*** Opening Records provided ***

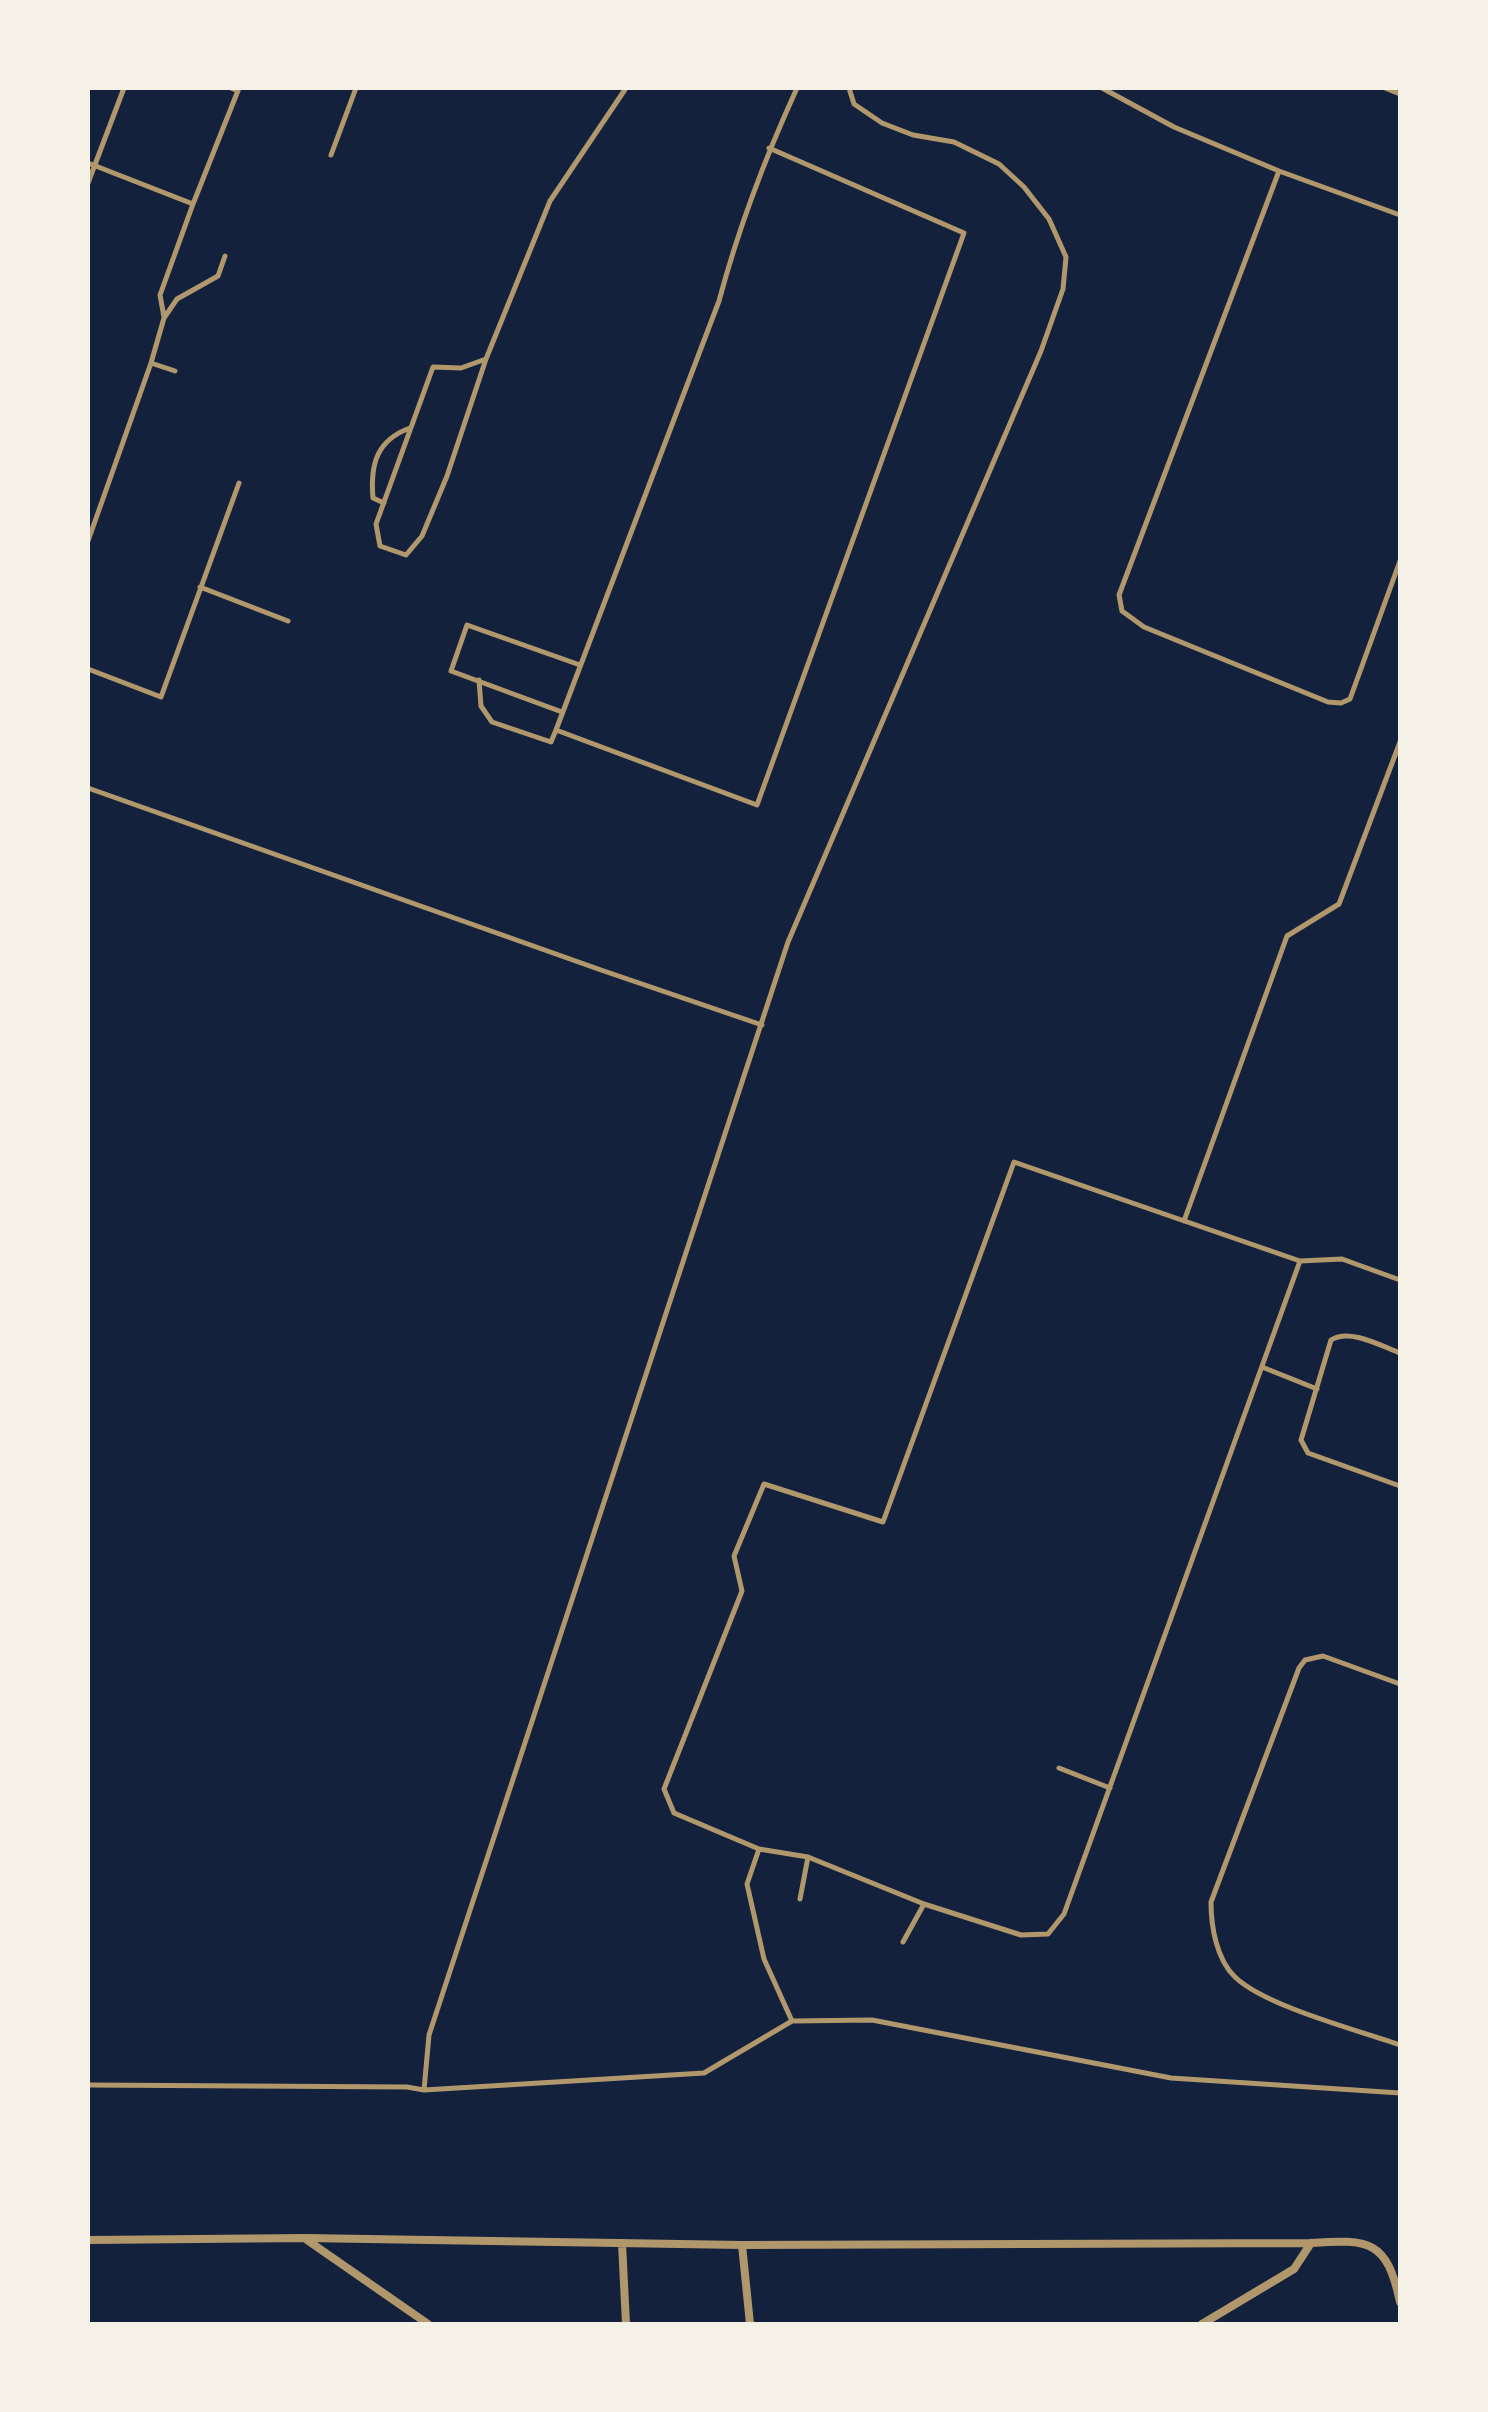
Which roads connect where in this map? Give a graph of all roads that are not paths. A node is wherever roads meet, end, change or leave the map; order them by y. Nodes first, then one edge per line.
1 (124, 88) edge
2 (231, 88) edge
3 (356, 88) edge
4 (626, 88) edge
5 (797, 88) edge
6 (849, 88) edge
7 (1102, 88) edge
8 (1385, 88) edge
9 (239, 90) edge
10 (1400, 94) edge
11 (769, 148) junction
12 (331, 155) dead end
13 (91, 164) edge
14 (1279, 171) junction
15 (88, 183) edge
16 (193, 204) junction
17 (1400, 215) edge
18 (225, 256) dead end
19 (164, 318) junction
20 (486, 359) junction
21 (151, 363) junction
22 (175, 371) dead end
23 (411, 428) junction
24 (239, 483) dead end
25 (384, 503) junction
26 (88, 541) edge
27 (1400, 561) edge
28 (200, 587) junction
29 (288, 621) dead end
30 (580, 665) junction
31 (88, 669) edge
32 (479, 680) junction
33 (562, 712) junction
34 (556, 730) junction
35 (1400, 742) edge
36 (88, 788) edge
37 (762, 1025) junction
38 (1184, 1221) junction
39 (1300, 1261) junction
40 (1400, 1280) edge
41 (1400, 1353) edge
42 (1262, 1367) junction
43 (1317, 1389) junction
44 (1400, 1486) edge
45 (1400, 1684) edge
46 (1059, 1768) dead end
47 (1110, 1788) junction
48 (759, 1849) junction
49 (808, 1857) junction
50 (800, 1899) dead end
51 (924, 1904) junction
52 (903, 1942) dead end
53 (792, 2021) junction
54 (1400, 2045) edge
55 (88, 2085) edge
56 (424, 2090) junction
57 (1400, 2093) edge
58 (305, 2238) junction
59 (88, 2240) edge
60 (622, 2243) junction
61 (1311, 2243) junction
62 (742, 2245) junction
63 (1400, 2302) edge
64 (428, 2324) edge
65 (626, 2324) edge
66 (750, 2324) edge
67 (1202, 2324) edge

1 - 13 lane
2 - 9 lane
3 - 12 lane
4 - 20 lane
5 - 11 lane
6 - 37 lane
7 - 14 lane
8 - 10 lane
9 - 16 lane
11 - 30 lane
11 - 34 lane
13 - 15 lane
13 - 16 lane
14 - 17 lane
14 - 27 lane
16 - 19 lane
18 - 19 lane
19 - 21 lane
20 - 23 lane
20 - 25 lane
21 - 22 lane
21 - 26 lane
23 - 25 lane
23 - 25 lane
24 - 28 lane
28 - 29 lane
28 - 31 lane
30 - 32 lane
30 - 33 lane
32 - 33 lane
32 - 34 lane
33 - 34 lane
35 - 38 lane
36 - 37 lane
37 - 56 lane
38 - 39 lane
38 - 48 lane
39 - 40 lane
39 - 42 lane
41 - 43 lane
42 - 43 lane
42 - 47 lane
43 - 44 lane
45 - 54 lane
46 - 47 lane
47 - 51 lane
48 - 49 lane
48 - 53 lane
49 - 50 lane
49 - 51 lane
51 - 52 lane
53 - 56 lane
53 - 57 lane
55 - 56 lane
58 - 59 street
58 - 60 street
58 - 64 street
60 - 62 street
60 - 65 street
61 - 62 street
61 - 63 street
61 - 67 street
62 - 66 street

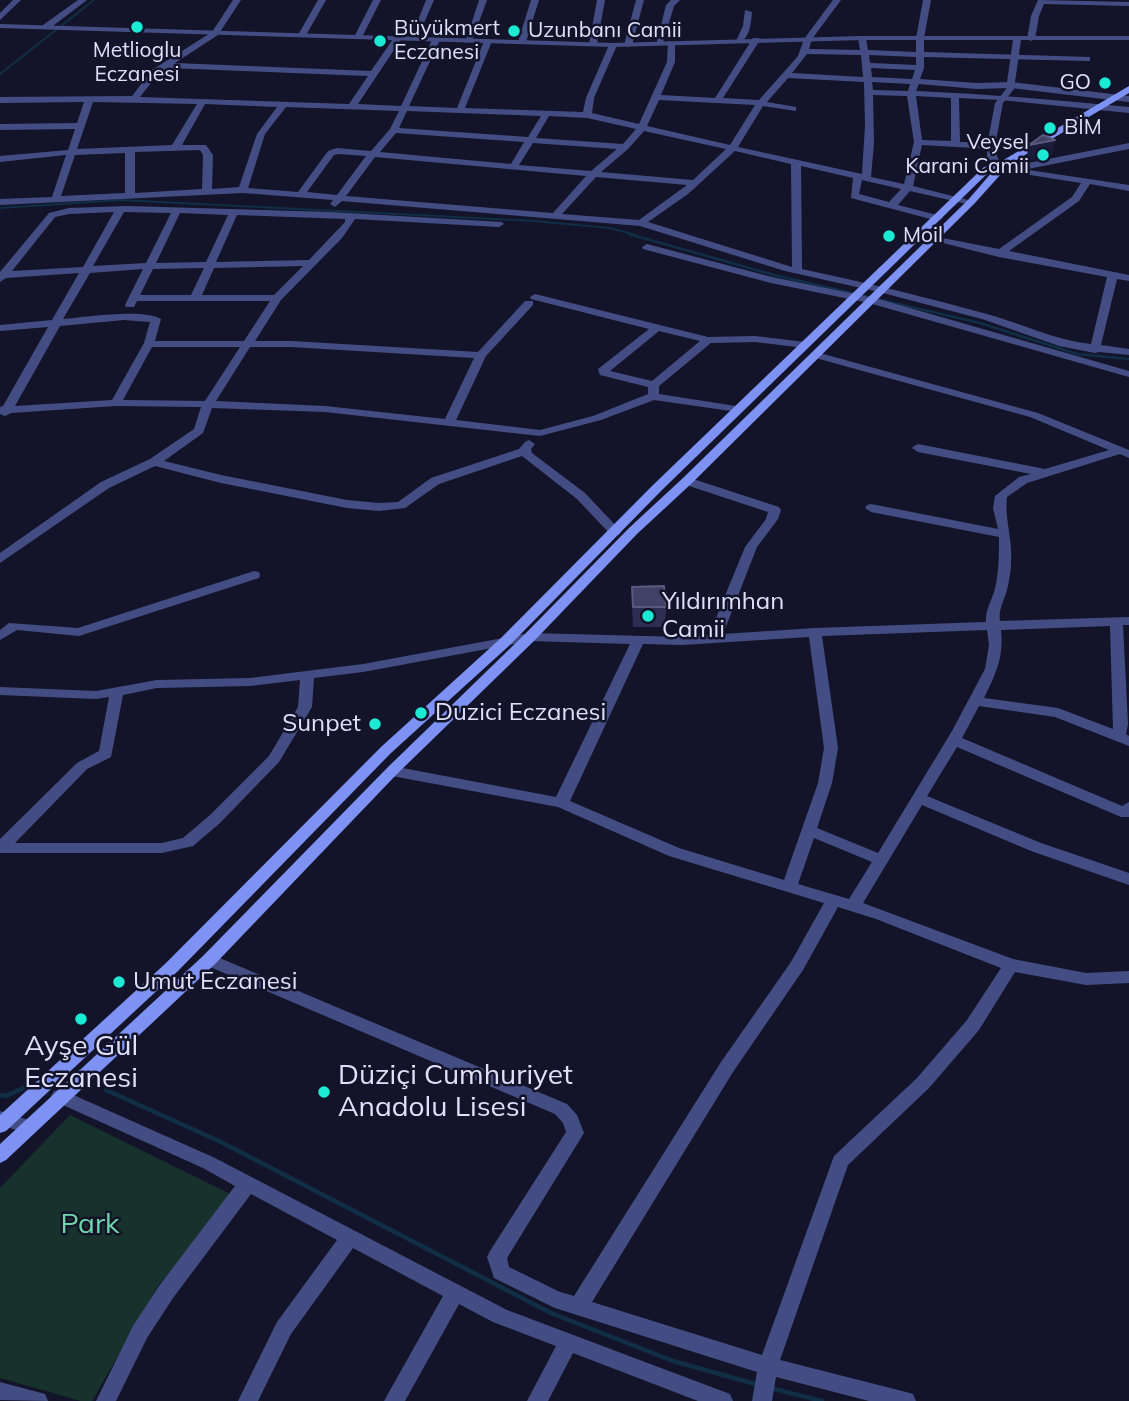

*** Closing Records provided ***

All of the listing is to be written out exactly, with the pictures left out.

# [Answer to the problem]
Which roads connect where in this map? Give a graph of all roads that are not paths. A node is wherever roads meet, end, change or leave the map; order them by y. Nodes first, then one edge per line.
1 (124, 88) edge
2 (231, 88) edge
3 (356, 88) edge
4 (626, 88) edge
5 (797, 88) edge
6 (849, 88) edge
7 (1102, 88) edge
8 (1385, 88) edge
9 (239, 90) edge
10 (1400, 94) edge
11 (769, 148) junction
12 (331, 155) dead end
13 (91, 164) edge
14 (1279, 171) junction
15 (88, 183) edge
16 (193, 204) junction
17 (1400, 215) edge
18 (225, 256) dead end
19 (164, 318) junction
20 (486, 359) junction
21 (151, 363) junction
22 (175, 371) dead end
23 (411, 428) junction
24 (239, 483) dead end
25 (384, 503) junction
26 (88, 541) edge
27 (1400, 561) edge
28 (200, 587) junction
29 (288, 621) dead end
30 (580, 665) junction
31 (88, 669) edge
32 (479, 680) junction
33 (562, 712) junction
34 (556, 730) junction
35 (1400, 742) edge
36 (88, 788) edge
37 (762, 1025) junction
38 (1184, 1221) junction
39 (1300, 1261) junction
40 (1400, 1280) edge
41 (1400, 1353) edge
42 (1262, 1367) junction
43 (1317, 1389) junction
44 (1400, 1486) edge
45 (1400, 1684) edge
46 (1059, 1768) dead end
47 (1110, 1788) junction
48 (759, 1849) junction
49 (808, 1857) junction
50 (800, 1899) dead end
51 (924, 1904) junction
52 (903, 1942) dead end
53 (792, 2021) junction
54 (1400, 2045) edge
55 (88, 2085) edge
56 (424, 2090) junction
57 (1400, 2093) edge
58 (305, 2238) junction
59 (88, 2240) edge
60 (622, 2243) junction
61 (1311, 2243) junction
62 (742, 2245) junction
63 (1400, 2302) edge
64 (428, 2324) edge
65 (626, 2324) edge
66 (750, 2324) edge
67 (1202, 2324) edge

1 - 13 lane
2 - 9 lane
3 - 12 lane
4 - 20 lane
5 - 11 lane
6 - 37 lane
7 - 14 lane
8 - 10 lane
9 - 16 lane
11 - 30 lane
11 - 34 lane
13 - 15 lane
13 - 16 lane
14 - 17 lane
14 - 27 lane
16 - 19 lane
18 - 19 lane
19 - 21 lane
20 - 23 lane
20 - 25 lane
21 - 22 lane
21 - 26 lane
23 - 25 lane
23 - 25 lane
24 - 28 lane
28 - 29 lane
28 - 31 lane
30 - 32 lane
30 - 33 lane
32 - 33 lane
32 - 34 lane
33 - 34 lane
35 - 38 lane
36 - 37 lane
37 - 56 lane
38 - 39 lane
38 - 48 lane
39 - 40 lane
39 - 42 lane
41 - 43 lane
42 - 43 lane
42 - 47 lane
43 - 44 lane
45 - 54 lane
46 - 47 lane
47 - 51 lane
48 - 49 lane
48 - 53 lane
49 - 50 lane
49 - 51 lane
51 - 52 lane
53 - 56 lane
53 - 57 lane
55 - 56 lane
58 - 59 street
58 - 60 street
58 - 64 street
60 - 62 street
60 - 65 street
61 - 62 street
61 - 63 street
61 - 67 street
62 - 66 street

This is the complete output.